- Your objective:
What lines of the data hold the string "David"? Copy them all.

- Entries shown:
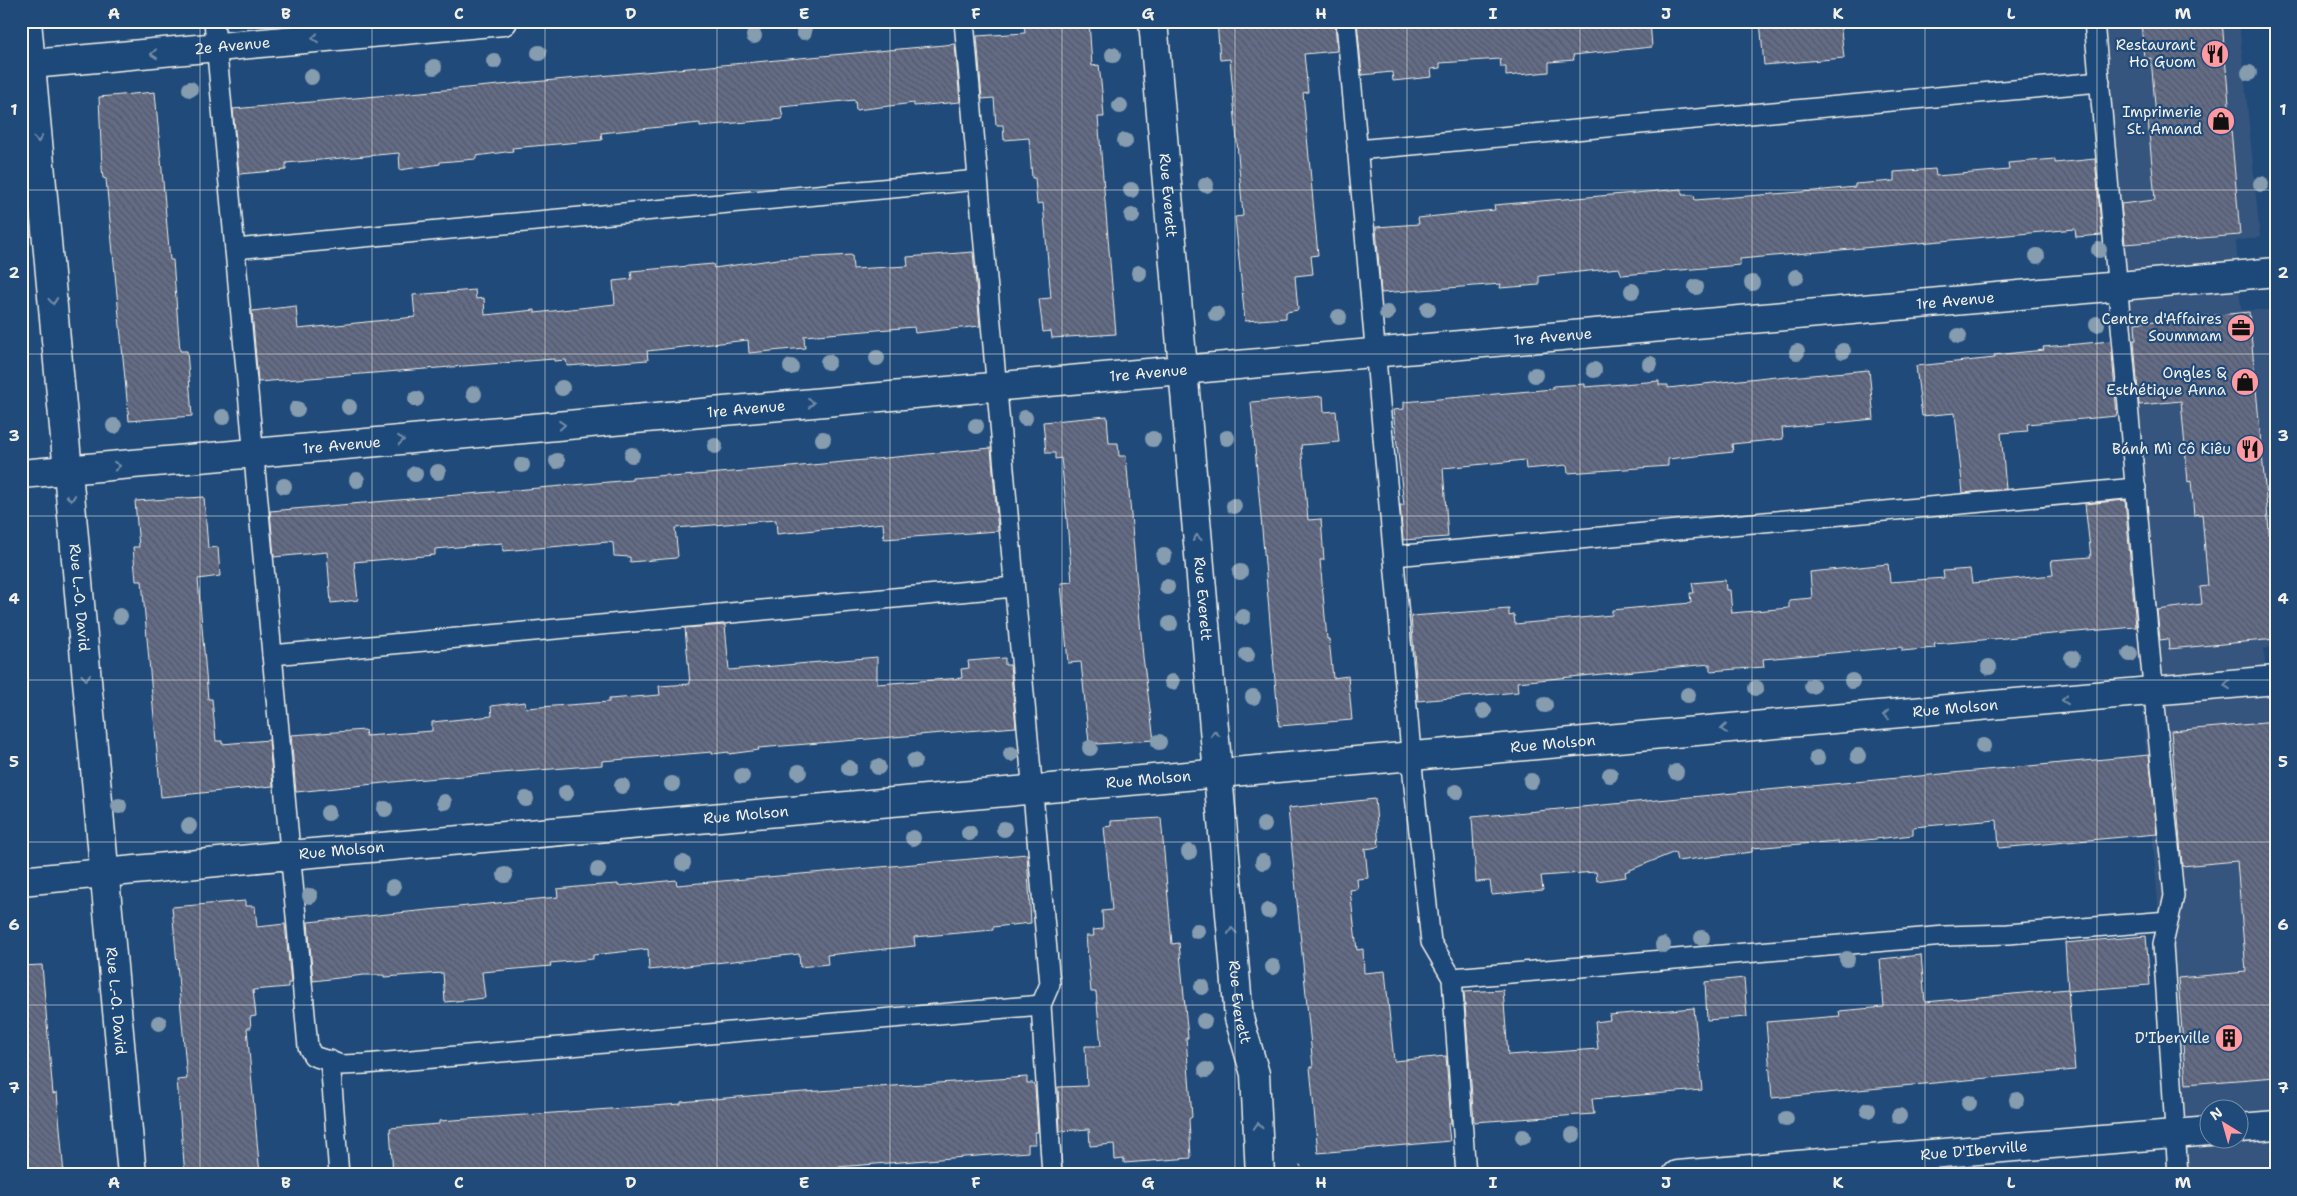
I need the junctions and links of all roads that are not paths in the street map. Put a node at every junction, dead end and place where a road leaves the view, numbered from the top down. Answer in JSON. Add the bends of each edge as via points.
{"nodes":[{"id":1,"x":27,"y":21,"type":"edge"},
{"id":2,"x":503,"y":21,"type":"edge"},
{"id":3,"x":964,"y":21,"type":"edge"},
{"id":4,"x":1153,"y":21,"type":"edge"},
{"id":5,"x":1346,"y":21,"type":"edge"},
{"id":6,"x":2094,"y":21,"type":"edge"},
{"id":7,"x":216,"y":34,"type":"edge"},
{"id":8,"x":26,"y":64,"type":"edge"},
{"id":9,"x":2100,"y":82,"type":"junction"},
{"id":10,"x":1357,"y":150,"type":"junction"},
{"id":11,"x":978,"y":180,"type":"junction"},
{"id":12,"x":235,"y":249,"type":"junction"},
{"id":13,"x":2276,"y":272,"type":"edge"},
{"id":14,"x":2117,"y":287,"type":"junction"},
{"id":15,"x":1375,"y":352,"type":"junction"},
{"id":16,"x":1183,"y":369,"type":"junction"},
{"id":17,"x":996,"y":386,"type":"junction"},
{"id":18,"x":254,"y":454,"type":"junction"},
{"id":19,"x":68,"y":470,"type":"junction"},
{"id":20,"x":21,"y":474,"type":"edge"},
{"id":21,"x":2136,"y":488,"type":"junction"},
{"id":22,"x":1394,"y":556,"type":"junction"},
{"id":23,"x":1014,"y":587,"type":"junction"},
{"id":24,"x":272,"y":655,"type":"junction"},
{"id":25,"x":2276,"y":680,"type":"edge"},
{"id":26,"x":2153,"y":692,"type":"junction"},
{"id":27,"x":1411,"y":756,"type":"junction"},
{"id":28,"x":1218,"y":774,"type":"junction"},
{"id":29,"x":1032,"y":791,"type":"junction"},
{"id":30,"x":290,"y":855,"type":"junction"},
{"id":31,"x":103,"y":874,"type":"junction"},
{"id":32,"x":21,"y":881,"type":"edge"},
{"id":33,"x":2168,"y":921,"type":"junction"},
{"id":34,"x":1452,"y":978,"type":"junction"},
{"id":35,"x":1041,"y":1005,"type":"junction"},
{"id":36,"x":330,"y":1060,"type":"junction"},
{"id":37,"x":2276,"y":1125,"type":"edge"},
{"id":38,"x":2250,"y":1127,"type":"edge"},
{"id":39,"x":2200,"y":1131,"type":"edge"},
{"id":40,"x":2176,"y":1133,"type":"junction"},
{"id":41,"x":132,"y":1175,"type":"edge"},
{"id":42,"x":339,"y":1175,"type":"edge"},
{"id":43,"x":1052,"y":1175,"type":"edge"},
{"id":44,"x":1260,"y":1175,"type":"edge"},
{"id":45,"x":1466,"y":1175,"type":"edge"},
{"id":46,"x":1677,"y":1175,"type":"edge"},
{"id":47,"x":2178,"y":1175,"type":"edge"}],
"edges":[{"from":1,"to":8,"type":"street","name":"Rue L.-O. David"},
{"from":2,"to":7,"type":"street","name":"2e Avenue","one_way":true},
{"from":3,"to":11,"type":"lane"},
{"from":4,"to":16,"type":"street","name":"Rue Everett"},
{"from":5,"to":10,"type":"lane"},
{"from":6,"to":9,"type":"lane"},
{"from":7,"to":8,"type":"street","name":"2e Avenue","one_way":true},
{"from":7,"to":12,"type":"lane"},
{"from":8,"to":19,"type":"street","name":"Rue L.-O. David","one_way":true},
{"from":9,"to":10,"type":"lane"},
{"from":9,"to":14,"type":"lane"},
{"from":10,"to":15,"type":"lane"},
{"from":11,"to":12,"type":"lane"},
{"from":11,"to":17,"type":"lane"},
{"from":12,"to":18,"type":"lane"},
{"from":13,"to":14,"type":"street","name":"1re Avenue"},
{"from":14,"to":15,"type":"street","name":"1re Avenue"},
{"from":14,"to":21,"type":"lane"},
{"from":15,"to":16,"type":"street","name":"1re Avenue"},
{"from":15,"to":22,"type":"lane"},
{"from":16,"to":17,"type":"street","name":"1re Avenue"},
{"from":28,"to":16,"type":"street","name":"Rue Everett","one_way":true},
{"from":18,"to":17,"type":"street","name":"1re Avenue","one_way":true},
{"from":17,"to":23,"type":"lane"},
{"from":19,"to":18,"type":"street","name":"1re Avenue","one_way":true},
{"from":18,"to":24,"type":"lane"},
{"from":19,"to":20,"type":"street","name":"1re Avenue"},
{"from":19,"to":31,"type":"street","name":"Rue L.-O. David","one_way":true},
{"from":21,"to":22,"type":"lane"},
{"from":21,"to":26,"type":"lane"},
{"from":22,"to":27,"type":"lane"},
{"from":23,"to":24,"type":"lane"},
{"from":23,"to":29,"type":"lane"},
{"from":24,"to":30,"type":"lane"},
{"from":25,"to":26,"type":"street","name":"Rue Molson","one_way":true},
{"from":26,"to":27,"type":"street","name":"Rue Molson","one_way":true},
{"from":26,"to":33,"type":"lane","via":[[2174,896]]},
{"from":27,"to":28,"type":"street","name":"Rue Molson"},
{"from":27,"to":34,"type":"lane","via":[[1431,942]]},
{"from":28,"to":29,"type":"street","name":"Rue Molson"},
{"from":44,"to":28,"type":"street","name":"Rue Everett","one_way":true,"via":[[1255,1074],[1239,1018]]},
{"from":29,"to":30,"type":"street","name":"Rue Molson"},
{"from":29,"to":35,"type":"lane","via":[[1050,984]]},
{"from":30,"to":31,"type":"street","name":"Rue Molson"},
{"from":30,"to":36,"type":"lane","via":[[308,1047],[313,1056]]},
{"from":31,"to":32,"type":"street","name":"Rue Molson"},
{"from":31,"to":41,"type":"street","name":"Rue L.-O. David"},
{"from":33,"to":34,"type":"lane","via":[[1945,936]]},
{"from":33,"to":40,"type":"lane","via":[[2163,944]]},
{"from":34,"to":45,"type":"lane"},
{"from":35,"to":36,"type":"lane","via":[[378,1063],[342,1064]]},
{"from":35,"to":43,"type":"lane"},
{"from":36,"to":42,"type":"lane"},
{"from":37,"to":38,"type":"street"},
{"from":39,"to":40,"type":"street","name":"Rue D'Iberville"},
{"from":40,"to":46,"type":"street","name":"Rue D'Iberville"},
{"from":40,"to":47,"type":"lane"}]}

- Result for this exercise:
"edges":[{"from":1,"to":8,"type":"street","name":"Rue L.-O. David"},
{"from":8,"to":19,"type":"street","name":"Rue L.-O. David","one_way":true},
{"from":19,"to":31,"type":"street","name":"Rue L.-O. David","one_way":true},
{"from":31,"to":41,"type":"street","name":"Rue L.-O. David"},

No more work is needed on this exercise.